I've not had an actual Christmas Day with teens, but for my teen/adult DSCs our Christmas (on a day other than 25th as they spend the day with their mum each year) it's all about games, games and more games! We also have started making quizzes. We take turns, do it all on PowerPoint with clips/pictures etc and hook it up to the telly. DH buys a prize for the winner. Gets insanely competitive grin

We have a lot of board/card games and always play lots while they're staying. Always get new ones at Xmas too so there's generally new ones to play.

fuzzpig Thu 10-Dec-15 20:46:01

Actually, although I do really love Christmas with my DH and DCs, I really look forward to the 'second Christmas' with my DSCs even more than that. Not just because we have everyone together, but also because they are such fun people and to play rowdy games with them all is just brilliant, and a world apart from the boring Christmases of my childhood! fsmile

dementedma Thu 10-Dec-15 20:51:09

Ds is nearly 14 but will still make cookies and Christingles.
We do quizzes but aren't really into board games. We might all go for a walk on Boxing Day. Dd2 will be going to her boyfriend's for Christmas this year so it will be the first year one of the dcs isn't here.

CharleyDavidson Thu 10-Dec-15 21:00:32

They still have advent calendars, although DD1 is a bit lax in remembering to open hers.

We go to the Christmas market in Chester and do some shopping. They are enjoying buying gifts from their own money this year.

The local panto is hilarious and they haven't outgrown wanting to go and see it (which is good as I certainly haven't).

We bake together and will have a special family dinner on Christmas eve. Then CHristmas day at my Mum's.

JemimaMuddledUp Thu 10-Dec-15 22:20:01

We have gone for mulled apple juice for Christmas Eve too (I bought some in IKEA). I've also found some alcohol free pear cider as a treat for DS1 and DS2 for Boxing Day.

We are going to the panto, which they still love. We are also doing a cinema trip to see Star Wars and a Boxing Day local rugby derby.

Planning a long walk or bike ride on the 27th, just as soon as everyone agrees on where to go.

VoldemortsBaubles Thu 10-Dec-15 23:24:14

My dcs are 19, 16, and 13 and still really enjoy Christmas. Okay not in the same way as they did when they were small and sometimes I think I enjoy it more than they do.

The Christmas pyjamas extended to a hamper over the past few years. I wrap up a big box with everything we need for Christmas Eve and put a tag on it saying when the can open it. The dcs love the special treats for their showers and all the goodies to watch a movie.

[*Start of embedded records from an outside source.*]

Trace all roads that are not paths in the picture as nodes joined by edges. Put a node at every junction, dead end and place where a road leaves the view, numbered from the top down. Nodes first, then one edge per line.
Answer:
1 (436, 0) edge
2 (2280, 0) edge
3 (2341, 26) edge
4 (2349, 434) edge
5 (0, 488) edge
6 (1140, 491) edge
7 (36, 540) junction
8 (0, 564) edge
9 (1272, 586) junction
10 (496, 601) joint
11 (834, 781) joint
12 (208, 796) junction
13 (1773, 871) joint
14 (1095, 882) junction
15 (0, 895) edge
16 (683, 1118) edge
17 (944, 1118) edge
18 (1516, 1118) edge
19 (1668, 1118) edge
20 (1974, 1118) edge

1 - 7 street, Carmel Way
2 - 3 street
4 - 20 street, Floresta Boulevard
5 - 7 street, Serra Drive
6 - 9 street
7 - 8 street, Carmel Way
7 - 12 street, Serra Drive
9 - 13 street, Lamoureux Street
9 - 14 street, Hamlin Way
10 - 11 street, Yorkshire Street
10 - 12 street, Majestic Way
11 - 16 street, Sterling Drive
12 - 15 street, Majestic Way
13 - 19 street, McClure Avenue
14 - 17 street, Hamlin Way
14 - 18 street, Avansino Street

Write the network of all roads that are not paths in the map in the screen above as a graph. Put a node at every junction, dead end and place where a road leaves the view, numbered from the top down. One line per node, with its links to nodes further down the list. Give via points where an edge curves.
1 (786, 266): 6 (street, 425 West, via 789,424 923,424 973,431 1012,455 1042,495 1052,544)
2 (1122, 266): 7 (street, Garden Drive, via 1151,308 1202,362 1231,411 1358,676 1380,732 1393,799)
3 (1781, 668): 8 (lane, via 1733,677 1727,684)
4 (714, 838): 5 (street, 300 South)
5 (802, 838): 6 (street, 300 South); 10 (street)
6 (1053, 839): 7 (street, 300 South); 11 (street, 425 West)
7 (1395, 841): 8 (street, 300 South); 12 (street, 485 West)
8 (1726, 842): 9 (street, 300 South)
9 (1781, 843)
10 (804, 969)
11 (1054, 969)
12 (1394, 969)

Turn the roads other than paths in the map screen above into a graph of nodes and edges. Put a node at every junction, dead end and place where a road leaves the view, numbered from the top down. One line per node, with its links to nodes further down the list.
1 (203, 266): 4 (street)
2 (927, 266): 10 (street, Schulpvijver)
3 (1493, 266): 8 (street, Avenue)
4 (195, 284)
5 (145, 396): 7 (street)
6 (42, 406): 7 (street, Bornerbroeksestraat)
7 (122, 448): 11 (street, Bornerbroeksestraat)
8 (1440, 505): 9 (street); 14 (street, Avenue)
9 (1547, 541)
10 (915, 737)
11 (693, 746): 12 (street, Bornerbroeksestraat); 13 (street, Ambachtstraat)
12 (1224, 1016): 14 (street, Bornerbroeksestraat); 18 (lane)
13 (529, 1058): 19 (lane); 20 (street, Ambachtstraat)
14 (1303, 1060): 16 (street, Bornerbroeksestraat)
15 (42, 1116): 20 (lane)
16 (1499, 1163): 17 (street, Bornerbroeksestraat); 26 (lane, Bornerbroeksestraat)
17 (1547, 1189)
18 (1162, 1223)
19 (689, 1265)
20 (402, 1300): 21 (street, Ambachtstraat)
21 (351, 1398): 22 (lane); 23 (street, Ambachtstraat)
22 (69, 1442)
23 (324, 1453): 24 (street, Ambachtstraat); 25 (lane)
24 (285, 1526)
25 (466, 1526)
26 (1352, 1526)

For the first time last year we all put our gifts under the tree in the evening. That went down well but i still insisted that Santa would fill the stockings.

They also love having a hot chocolate bar set up over the Christmas period with lots of marshmallows and cream with sachets of different flavours.

Christmas morning has changed slightly. I don't do presents piles anymore. I pass the gifts out one as a time so it lasts a bit longer and we can show each other what we've got. Then the dcs disappear for a while until we have to go and visit family.

From Boxing Day onwards it's pretty boring though.